§ **DATA SUPPLIED**
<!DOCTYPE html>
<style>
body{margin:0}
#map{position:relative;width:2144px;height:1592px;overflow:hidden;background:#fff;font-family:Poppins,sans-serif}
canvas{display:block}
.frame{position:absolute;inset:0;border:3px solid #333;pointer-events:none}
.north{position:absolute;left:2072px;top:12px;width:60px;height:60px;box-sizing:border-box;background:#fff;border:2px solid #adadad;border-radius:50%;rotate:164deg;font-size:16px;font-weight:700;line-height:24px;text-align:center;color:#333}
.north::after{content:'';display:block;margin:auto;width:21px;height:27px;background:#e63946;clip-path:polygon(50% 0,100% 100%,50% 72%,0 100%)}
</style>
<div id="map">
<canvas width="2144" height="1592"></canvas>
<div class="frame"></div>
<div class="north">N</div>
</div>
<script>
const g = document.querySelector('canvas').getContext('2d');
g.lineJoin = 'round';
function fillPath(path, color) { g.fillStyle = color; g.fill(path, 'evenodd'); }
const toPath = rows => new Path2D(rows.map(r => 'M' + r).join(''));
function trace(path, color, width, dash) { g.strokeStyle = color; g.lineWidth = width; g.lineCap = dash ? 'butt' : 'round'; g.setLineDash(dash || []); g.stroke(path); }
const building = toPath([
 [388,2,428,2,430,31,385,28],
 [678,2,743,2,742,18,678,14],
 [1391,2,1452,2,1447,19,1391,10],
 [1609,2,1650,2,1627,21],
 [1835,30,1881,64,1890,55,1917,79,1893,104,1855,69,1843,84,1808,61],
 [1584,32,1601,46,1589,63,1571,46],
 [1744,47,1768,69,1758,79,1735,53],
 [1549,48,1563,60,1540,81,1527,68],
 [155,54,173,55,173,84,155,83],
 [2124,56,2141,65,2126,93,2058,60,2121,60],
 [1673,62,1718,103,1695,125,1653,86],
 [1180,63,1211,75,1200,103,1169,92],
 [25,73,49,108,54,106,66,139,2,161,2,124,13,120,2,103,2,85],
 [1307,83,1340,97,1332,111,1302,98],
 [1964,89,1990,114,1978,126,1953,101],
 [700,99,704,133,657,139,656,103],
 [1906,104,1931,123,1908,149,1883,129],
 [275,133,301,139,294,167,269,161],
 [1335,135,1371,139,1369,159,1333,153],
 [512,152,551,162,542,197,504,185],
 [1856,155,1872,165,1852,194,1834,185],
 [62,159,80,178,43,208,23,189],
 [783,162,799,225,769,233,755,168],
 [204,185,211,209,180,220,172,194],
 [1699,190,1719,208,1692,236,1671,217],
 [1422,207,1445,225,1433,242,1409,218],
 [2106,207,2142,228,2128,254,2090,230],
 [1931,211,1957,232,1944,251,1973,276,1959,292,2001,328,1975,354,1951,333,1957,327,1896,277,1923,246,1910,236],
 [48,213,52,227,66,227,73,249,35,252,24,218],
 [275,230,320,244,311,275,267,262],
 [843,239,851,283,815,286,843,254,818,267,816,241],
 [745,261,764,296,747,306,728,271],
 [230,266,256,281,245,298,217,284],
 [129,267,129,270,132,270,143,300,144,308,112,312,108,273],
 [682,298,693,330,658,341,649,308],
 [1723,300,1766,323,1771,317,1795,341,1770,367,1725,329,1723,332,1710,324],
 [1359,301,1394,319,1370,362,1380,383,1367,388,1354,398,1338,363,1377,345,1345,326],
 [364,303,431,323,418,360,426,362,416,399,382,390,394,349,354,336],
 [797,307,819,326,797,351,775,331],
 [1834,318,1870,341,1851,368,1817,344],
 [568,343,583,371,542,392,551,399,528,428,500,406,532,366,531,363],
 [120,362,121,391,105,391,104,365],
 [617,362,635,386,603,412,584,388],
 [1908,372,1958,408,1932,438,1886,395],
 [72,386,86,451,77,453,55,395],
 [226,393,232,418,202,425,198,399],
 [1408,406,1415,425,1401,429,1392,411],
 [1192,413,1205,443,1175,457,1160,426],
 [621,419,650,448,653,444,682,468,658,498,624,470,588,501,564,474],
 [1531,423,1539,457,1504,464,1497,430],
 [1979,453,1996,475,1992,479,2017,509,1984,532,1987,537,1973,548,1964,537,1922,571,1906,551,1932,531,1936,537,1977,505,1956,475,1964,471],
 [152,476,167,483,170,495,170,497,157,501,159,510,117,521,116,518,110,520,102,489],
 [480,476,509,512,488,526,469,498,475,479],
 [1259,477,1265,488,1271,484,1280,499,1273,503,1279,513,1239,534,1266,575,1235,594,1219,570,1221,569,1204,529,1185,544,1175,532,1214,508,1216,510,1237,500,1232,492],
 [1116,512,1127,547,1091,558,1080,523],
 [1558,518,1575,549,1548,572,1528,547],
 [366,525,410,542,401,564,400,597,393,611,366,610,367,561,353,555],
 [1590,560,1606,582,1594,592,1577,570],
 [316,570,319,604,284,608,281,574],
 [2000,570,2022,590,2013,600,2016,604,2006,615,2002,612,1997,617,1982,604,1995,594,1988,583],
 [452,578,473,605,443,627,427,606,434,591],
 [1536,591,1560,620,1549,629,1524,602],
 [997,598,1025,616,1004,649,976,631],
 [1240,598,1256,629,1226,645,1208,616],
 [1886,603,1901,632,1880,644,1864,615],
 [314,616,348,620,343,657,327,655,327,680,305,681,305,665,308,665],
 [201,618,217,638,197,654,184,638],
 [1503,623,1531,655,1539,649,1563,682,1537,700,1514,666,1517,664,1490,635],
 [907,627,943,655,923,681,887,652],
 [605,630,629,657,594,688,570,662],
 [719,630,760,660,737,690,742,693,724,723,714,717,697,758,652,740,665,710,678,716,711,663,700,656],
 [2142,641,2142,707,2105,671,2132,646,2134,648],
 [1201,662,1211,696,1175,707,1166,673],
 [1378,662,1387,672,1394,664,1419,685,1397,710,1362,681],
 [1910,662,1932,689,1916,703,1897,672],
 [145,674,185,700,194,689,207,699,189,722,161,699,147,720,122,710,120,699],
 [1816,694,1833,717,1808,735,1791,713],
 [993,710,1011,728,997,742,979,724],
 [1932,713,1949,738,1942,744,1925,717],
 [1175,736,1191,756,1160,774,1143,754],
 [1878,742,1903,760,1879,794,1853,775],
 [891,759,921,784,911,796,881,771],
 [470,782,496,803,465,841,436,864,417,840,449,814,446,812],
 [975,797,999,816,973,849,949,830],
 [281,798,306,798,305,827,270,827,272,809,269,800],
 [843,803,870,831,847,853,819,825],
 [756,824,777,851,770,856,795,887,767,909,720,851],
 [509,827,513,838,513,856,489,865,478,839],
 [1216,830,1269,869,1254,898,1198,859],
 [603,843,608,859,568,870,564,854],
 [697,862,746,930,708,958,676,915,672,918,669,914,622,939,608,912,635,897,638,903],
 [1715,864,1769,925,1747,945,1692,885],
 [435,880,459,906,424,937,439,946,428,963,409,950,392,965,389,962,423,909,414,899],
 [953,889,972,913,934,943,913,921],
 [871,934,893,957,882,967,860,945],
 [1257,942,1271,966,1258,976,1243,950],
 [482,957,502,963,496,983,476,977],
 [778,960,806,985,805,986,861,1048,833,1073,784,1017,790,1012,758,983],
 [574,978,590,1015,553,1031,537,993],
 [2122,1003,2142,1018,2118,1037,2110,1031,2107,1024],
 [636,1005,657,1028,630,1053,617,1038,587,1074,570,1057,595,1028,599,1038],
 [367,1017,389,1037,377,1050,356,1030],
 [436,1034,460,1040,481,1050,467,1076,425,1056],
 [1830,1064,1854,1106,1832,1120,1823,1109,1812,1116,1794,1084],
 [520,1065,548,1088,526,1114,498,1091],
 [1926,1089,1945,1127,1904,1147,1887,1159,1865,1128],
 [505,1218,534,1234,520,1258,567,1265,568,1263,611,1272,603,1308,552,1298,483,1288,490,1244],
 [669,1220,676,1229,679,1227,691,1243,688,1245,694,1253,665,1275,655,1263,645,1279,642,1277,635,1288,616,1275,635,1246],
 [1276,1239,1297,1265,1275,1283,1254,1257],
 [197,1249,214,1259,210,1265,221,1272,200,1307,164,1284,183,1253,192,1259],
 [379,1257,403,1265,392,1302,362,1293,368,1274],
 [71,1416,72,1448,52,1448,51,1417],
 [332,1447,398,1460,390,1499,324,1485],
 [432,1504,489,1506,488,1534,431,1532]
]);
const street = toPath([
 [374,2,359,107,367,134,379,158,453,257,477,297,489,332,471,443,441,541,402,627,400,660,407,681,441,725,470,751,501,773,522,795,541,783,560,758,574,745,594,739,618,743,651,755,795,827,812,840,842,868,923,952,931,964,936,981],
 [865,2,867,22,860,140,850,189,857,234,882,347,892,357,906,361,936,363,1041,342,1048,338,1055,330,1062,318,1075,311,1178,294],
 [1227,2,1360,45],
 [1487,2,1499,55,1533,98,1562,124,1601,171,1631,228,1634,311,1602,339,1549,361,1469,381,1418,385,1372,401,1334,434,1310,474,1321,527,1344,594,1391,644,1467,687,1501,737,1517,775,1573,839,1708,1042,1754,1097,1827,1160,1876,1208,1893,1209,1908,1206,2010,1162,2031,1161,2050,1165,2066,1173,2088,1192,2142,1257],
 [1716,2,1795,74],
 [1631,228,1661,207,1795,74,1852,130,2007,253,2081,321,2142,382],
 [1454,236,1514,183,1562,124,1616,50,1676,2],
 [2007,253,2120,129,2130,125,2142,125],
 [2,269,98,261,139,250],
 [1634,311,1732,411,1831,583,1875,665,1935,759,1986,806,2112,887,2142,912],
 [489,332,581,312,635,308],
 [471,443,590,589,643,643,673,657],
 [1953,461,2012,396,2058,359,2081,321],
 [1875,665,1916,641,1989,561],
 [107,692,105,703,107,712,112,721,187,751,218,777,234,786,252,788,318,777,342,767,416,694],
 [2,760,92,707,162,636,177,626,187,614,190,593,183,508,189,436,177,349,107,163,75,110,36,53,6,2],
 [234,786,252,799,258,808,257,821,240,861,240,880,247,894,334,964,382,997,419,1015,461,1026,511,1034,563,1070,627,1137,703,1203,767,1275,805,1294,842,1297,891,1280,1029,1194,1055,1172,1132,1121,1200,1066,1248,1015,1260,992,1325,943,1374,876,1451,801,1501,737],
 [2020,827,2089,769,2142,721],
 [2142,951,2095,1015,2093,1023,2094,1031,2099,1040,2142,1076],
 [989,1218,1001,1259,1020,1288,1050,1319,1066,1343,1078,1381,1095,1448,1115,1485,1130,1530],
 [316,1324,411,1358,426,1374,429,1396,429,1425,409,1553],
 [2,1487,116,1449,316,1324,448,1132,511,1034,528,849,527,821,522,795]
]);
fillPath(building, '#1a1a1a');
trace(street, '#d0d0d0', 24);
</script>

§ **ASSIGNED TASK**
Lines in the data that hold "canvas" must be located and copied.

§ **SOLVED PROBLEM**
canvas{display:block}
<canvas width="2144" height="1592"></canvas>
const g = document.querySelector('canvas').getContext('2d');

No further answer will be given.